The -u flag specifies ‘run unattended’, i.e. non-interactively. Various assumptions will be made as it creates and then uses a configuration file to build a mirror, which in this case comprises precisely one file — the index page. It’s not necessary to supply a complete timestamp with all 14 numerals. A stem suffices, e.g. 1996. In this case, it will look for

At the other end of the scale, an attempt to download all files without date restrictions can result in a network socket error or else yield tens of thousands of files. This can be checked by using the Wayback Machine Downloader directly:

$ wayback_machine_downloader -l -s http://www.mhs.ox.ac.uk > wayback_cdx_mhs.txt

(The -l flag specifies listing only; -s flag requests all all snapshots/timestamps.)

Date Ranges

A balance may be struck in how much is downloaded by specifying a date range. This can be specified in constants.sh by setting the values for wayback_date_from and wayback_date_to respectively.

For ease of use, a date range may be specified directly for use in MakeStaticSite, respected by setup.sh and makestaticsite.sh).

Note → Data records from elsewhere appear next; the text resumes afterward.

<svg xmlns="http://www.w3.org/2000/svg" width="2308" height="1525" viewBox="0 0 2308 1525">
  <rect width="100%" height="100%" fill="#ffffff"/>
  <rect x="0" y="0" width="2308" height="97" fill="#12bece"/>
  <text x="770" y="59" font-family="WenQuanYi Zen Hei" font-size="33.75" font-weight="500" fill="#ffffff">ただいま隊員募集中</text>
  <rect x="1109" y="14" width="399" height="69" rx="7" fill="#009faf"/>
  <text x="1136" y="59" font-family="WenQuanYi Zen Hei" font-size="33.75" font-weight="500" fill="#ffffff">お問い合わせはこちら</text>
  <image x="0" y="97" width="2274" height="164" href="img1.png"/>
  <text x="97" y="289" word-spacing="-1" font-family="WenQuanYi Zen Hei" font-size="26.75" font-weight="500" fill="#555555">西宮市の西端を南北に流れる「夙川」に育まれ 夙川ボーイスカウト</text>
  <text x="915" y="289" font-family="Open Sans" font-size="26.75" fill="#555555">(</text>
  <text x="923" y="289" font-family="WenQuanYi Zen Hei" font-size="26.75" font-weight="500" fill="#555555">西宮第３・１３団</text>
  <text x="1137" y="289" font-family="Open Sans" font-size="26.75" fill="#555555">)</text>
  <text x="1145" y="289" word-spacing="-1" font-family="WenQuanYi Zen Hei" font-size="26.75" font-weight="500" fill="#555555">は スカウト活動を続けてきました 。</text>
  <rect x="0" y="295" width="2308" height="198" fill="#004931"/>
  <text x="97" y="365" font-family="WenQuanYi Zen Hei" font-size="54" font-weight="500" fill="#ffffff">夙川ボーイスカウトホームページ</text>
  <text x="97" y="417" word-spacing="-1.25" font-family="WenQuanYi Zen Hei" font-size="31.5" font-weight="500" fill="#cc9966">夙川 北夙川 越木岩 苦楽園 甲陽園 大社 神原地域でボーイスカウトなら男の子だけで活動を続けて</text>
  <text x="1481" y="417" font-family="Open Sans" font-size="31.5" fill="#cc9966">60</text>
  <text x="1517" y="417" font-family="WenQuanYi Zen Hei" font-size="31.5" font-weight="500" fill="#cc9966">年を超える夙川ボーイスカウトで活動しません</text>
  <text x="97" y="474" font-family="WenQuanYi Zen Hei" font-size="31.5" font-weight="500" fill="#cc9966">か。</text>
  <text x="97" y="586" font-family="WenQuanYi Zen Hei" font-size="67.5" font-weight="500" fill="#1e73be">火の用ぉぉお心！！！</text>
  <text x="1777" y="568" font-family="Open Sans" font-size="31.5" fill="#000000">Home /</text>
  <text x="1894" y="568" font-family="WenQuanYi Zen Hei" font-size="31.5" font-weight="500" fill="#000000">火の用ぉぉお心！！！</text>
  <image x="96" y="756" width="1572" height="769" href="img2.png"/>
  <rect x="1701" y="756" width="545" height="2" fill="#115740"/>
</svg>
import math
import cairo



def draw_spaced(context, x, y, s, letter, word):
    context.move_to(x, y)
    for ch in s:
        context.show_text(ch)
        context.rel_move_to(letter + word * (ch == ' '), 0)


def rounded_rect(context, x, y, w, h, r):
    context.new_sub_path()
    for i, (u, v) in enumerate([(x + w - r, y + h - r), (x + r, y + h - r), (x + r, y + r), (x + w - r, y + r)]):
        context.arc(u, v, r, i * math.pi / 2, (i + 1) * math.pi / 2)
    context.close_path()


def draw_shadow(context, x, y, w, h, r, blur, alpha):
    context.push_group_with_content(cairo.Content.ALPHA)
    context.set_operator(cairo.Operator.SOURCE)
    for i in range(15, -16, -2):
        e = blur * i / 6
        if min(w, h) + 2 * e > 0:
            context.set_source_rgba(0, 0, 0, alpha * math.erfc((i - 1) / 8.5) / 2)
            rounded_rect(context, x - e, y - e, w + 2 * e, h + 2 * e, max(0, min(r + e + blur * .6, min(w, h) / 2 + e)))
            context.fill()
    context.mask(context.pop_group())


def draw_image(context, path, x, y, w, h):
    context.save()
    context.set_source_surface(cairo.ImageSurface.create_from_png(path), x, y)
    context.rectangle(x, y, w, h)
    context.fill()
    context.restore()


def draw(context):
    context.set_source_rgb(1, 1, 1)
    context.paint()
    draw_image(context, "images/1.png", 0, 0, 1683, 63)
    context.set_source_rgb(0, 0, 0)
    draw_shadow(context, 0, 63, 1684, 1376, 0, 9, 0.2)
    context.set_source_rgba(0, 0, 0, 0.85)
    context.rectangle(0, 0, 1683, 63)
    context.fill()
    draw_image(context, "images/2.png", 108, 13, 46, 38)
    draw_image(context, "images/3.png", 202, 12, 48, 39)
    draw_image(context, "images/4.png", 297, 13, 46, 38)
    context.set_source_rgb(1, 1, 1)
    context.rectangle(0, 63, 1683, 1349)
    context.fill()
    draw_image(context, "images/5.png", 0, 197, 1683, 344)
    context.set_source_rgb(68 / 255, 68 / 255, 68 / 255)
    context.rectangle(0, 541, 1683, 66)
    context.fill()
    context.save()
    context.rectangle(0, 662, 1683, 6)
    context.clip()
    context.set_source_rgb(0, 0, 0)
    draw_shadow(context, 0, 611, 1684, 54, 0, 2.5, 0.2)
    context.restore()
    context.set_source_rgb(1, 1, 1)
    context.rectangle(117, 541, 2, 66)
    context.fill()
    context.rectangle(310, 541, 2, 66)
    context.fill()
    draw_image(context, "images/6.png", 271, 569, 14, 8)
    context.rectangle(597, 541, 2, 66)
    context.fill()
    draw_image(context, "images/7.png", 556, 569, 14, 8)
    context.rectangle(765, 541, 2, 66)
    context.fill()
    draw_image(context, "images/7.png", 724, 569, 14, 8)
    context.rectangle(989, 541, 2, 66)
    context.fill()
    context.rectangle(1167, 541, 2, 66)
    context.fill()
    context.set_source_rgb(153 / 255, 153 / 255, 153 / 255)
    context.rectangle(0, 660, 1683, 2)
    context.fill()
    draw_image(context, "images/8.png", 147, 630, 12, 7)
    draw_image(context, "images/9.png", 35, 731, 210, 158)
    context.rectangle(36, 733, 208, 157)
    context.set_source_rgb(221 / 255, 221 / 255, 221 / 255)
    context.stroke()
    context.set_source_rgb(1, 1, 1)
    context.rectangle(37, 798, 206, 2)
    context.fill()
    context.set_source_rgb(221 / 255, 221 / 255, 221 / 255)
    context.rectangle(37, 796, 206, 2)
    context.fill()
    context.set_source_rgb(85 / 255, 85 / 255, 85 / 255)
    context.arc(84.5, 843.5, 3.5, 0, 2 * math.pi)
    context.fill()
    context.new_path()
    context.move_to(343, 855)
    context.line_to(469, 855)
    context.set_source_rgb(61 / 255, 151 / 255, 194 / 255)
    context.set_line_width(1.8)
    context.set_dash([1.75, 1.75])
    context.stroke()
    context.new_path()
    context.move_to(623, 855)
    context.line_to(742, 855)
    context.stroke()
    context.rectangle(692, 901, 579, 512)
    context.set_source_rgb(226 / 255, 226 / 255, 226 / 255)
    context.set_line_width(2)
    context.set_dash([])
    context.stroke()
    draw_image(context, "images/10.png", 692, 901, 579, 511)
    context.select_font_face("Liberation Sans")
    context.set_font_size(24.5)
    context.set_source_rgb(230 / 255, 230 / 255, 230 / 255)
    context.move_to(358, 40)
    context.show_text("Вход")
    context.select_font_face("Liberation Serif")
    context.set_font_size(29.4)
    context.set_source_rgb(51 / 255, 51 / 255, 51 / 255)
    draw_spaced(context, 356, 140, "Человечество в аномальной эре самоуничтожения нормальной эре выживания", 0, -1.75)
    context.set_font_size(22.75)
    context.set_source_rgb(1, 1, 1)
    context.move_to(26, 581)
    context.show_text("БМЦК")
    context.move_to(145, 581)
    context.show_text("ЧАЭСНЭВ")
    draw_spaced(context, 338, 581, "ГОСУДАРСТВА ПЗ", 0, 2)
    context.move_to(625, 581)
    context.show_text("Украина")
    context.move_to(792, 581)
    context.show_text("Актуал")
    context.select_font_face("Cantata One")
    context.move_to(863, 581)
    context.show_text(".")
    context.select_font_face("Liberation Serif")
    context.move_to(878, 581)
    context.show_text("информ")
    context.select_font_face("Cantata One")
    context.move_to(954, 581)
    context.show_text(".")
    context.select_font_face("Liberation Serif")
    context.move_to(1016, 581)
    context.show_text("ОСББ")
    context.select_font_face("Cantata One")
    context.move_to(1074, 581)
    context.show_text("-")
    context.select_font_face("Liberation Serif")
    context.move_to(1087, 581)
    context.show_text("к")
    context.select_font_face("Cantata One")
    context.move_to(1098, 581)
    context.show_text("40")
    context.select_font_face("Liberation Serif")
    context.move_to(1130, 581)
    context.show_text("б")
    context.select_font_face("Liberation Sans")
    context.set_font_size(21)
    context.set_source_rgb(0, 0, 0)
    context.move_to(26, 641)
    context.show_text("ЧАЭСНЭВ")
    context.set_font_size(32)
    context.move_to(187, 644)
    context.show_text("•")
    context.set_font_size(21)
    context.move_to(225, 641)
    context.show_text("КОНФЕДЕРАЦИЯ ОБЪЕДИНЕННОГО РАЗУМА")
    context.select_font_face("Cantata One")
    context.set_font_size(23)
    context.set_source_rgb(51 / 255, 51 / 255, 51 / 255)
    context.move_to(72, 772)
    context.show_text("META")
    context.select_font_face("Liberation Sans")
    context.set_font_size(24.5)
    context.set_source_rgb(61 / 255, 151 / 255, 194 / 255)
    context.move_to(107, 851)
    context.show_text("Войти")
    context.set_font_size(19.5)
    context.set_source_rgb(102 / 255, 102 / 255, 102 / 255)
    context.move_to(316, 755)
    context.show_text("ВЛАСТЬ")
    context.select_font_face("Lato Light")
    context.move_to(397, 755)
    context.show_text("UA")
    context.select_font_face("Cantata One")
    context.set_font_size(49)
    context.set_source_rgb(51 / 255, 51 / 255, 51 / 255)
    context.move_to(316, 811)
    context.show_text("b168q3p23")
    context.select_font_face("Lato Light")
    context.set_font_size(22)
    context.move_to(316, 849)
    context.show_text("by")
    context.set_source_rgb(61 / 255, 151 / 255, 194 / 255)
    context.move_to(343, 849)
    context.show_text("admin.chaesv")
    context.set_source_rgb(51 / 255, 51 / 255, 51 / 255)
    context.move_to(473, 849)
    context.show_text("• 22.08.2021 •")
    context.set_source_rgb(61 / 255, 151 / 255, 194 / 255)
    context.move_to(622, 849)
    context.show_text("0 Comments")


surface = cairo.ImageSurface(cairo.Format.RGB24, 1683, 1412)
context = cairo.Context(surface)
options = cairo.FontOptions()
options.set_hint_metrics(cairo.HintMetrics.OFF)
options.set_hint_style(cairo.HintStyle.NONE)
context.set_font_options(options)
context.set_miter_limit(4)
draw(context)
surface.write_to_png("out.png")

This use a custom URL that extends the Wayback URLs by including two timestamps separated by a hyphen: https://web.archive.org/web/timestamp_from-timestamp_to/http://www.example.com/.

For example, to confine results for the Museum of the History of Science between 2009 and July 2012, use:

$ ./setup.sh -u https://web.archive.org/web/2009-201207/http://www.mhs.ox.ac.uk/

If in doubt, cast the net wider.

Issues

For sites that are more than a few pages, browsing the output will typically be less satisfactory compared with the original. This may be especially noticeable in navigation due to the design of the Wayback Machine: its crawler usually captures only particular snapshots at a time, which its server subsequently pieces together, maintaining online navigation. At present, it’s not known if the custom download tools offer functionality analogous to Wget to fetch page requisites, adjust links, etc.

Whilst MakeStaticSite offers a few post-crawl refinements, such as the conversion of some internal links to maintain navigation and refinement of pages with HTML Tidy, it lacks much of the mirroring functionality that is core to Wget, such as the handling of non-HTML file extensions with corresponding link conversion and downloading page requisites. This motivates an extension to MakeStaticSite to incorporate these features.

This page was published on 16 June 2023 and last updated on 18 July 2023.